Now, nephrotoxicity. Hey, there's our signal again. The 60 second overview.
Look at the bold there: antibiotics, ACE inhibitors, NSAIDs,
radiocontrast media, lithium salts and chemotherapy.
Okay, that would be the first pass through that you would take a look at that.
So, we got the names listed for you there,
but you're gonna have to come back and really review this.
You make sure that you have those names rock solid.
Now, how will I evaluate kidney function?
Take a look at this, you're learning way more than just pharmacology here.
We're gonna teach you how to keep patients safe in different body systems.
So, you know whether you're in a patho question,
whether you're in a physiological adaptation question,
whatever you're in, you need to know how to evaluate kidneys.
So, watch down there, it says "watch for".
You see that red box, that's another clue to you.
We're gonna be looking for elevated serum creatinine.
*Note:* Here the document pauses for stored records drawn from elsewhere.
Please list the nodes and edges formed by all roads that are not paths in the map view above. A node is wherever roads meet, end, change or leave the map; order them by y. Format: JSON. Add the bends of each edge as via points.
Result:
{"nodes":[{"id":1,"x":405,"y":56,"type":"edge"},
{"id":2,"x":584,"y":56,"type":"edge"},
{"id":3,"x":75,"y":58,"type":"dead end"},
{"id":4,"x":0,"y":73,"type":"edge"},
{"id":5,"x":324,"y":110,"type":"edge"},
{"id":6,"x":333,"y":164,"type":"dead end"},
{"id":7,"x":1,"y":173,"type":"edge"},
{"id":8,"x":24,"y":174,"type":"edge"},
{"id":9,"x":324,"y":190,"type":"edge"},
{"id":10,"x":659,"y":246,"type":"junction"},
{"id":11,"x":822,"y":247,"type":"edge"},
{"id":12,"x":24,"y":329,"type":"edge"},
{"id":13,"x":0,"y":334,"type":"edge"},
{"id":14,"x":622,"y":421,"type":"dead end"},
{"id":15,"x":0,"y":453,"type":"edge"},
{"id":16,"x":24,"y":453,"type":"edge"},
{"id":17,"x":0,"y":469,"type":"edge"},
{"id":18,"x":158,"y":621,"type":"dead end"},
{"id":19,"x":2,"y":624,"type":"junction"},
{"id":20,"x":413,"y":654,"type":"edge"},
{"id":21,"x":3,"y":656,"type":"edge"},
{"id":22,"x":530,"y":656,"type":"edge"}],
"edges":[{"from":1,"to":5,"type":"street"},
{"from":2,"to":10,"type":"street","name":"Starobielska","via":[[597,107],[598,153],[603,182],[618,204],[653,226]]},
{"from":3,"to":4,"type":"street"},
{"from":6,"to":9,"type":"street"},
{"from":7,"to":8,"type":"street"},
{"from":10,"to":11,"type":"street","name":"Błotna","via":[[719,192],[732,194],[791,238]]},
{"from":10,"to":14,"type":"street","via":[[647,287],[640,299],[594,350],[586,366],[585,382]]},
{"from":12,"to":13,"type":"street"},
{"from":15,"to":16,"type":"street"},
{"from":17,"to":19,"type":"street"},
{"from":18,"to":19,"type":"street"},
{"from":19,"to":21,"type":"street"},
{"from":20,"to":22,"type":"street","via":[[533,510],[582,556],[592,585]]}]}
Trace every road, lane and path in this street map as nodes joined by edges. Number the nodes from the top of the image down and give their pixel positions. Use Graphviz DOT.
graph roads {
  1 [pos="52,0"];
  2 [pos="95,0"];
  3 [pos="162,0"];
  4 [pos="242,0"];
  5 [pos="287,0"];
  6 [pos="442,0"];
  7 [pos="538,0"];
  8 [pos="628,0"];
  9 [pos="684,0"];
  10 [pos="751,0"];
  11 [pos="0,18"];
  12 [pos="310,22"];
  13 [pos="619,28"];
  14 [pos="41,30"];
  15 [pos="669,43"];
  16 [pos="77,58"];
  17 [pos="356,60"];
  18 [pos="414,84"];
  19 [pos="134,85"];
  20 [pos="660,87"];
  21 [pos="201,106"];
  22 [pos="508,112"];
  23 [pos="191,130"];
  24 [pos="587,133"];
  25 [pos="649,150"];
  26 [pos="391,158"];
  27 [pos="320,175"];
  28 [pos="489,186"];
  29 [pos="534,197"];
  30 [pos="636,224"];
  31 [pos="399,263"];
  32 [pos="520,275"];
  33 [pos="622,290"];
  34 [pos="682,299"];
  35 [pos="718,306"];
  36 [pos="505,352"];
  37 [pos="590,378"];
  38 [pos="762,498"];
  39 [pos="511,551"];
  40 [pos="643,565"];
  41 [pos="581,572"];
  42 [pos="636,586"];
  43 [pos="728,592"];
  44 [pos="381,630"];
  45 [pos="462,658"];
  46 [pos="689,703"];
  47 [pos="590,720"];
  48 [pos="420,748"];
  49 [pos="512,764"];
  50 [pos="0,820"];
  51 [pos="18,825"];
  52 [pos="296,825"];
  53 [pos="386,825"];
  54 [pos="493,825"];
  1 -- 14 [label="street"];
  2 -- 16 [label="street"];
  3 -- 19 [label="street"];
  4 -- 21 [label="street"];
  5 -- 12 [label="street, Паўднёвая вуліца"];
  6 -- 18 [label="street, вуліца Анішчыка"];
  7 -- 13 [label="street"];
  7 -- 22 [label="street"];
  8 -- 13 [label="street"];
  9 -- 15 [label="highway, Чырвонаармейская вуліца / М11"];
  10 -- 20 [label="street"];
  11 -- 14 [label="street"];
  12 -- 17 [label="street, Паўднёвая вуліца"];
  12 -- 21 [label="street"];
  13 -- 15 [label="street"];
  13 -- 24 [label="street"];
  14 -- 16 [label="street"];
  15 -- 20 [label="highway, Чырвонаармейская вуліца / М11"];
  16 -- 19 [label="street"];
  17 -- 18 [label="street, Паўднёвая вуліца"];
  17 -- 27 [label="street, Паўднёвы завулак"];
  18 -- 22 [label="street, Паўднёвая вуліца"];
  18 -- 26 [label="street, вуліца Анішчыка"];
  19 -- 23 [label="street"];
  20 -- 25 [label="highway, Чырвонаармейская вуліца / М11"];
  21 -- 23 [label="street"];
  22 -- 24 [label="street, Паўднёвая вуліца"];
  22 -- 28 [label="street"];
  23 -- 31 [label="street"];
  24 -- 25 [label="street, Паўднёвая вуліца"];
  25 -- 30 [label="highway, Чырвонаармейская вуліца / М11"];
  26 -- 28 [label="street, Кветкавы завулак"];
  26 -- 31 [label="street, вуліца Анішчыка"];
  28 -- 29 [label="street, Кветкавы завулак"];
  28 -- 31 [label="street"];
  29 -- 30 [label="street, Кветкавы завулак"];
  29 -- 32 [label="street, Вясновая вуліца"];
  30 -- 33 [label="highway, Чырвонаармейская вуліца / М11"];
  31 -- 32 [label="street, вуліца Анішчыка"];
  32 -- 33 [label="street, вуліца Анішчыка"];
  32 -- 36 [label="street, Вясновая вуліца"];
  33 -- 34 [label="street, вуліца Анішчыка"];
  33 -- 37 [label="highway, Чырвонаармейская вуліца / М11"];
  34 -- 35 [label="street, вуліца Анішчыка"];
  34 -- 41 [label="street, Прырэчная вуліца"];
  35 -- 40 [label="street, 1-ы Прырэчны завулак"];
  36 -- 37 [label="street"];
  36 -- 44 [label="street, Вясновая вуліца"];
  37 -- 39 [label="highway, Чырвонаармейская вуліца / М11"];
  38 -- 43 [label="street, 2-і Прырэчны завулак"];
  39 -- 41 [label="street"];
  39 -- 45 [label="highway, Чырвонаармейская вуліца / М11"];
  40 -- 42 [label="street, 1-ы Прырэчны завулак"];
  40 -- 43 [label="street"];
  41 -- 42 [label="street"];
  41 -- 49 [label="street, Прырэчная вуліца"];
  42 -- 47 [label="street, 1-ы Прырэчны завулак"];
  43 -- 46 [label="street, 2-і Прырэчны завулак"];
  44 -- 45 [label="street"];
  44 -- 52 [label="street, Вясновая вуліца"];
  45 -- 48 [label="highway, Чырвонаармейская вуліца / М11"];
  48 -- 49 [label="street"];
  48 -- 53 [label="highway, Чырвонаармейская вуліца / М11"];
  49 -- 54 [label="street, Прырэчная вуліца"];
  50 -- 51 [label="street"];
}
That's a sign that the kidneys are struggling.
Elevated BUN, that's a sign that kidneys are struggling.
So, you've got the normal levels there for you.
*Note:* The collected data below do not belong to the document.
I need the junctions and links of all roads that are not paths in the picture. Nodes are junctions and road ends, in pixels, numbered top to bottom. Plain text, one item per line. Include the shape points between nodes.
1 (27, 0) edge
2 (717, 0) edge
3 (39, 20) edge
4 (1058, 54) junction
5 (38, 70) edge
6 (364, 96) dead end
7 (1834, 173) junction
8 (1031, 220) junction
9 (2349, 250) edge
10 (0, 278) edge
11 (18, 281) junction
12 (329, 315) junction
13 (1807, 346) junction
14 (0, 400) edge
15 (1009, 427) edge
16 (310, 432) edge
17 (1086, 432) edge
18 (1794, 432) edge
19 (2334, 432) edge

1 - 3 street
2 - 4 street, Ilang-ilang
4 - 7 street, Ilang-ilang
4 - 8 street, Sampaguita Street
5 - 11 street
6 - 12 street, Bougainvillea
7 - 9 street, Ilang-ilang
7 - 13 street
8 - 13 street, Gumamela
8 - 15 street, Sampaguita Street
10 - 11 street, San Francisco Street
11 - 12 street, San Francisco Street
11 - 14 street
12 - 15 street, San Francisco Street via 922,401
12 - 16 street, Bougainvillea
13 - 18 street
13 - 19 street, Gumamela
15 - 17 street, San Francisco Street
And you're welcome. Just kidding.
I know it's so frustrating in nursing school because every text book, every class,
and sometimes, it felts like every faculty looks at a different range as being normal.
Okay, that's true. So, you gotta Elsa that, you know what the means? Let it go.
I've put a nice general range in here
but if you already have a very specific one memorized, go with that.
Because it's hard to relearn simple numbers like that.
But I also wanna give you a heads up for practice.
When you are in practice, every laboratory has different exact results.
Now, they'll post them with your patients results,
but keep that mind, whatever you're looking in evaluating lab work,
you need to know what that particular lab sees as normal.
So, I've put some ranges up there.
If you don't have these memorized yet, make sure you come back and do that.
If you do, and your memorized values are a little different, run with it.
You just stick with that.
In fact, you can even write them in if it's a little different just to remind yourself,
this is the one my brain is going to remember.
Okay. So far, we've looked at bad for ears, ototoxicity; bad for kidneys, nephrotoxicity.
So, make sure you have these, that you're looking at.
I just wanna say one thing about the middle column. Okay, I lied.
I wanna say a couple things about the middle column.
NSAIDs, are particularly challenging for the elderly
because they take a lot of them and their kidneys really can suffer.
So, you know for any patient that's had some renal problems in the past,
and these medications, bad combo.
But really, write yourself a note about NSAIDs and the elderly,
and then radiocontrast media for any patient who's on metformin.
Very common oral medication for type II diabetics.
So, if they're gonna take radiocontrast media, they need a two-day window before
and after they receive the metformin.
So, they have to stop it two days before they get the media
and then they can't start taking it again for an additional two days after they've received it.
So, keep those things in mind.
Also, look for drugs that are bad for multiple organs.
I think you've seen one already.
Based on ototoxicity and nephrotoxicity,
which drug name have you seen come up on both lists?
Yeah, I'm not gonna tell you.
It's your job to make sure you look back at that
because your brain will remember much more effectively
if you've done the work of sorting through that.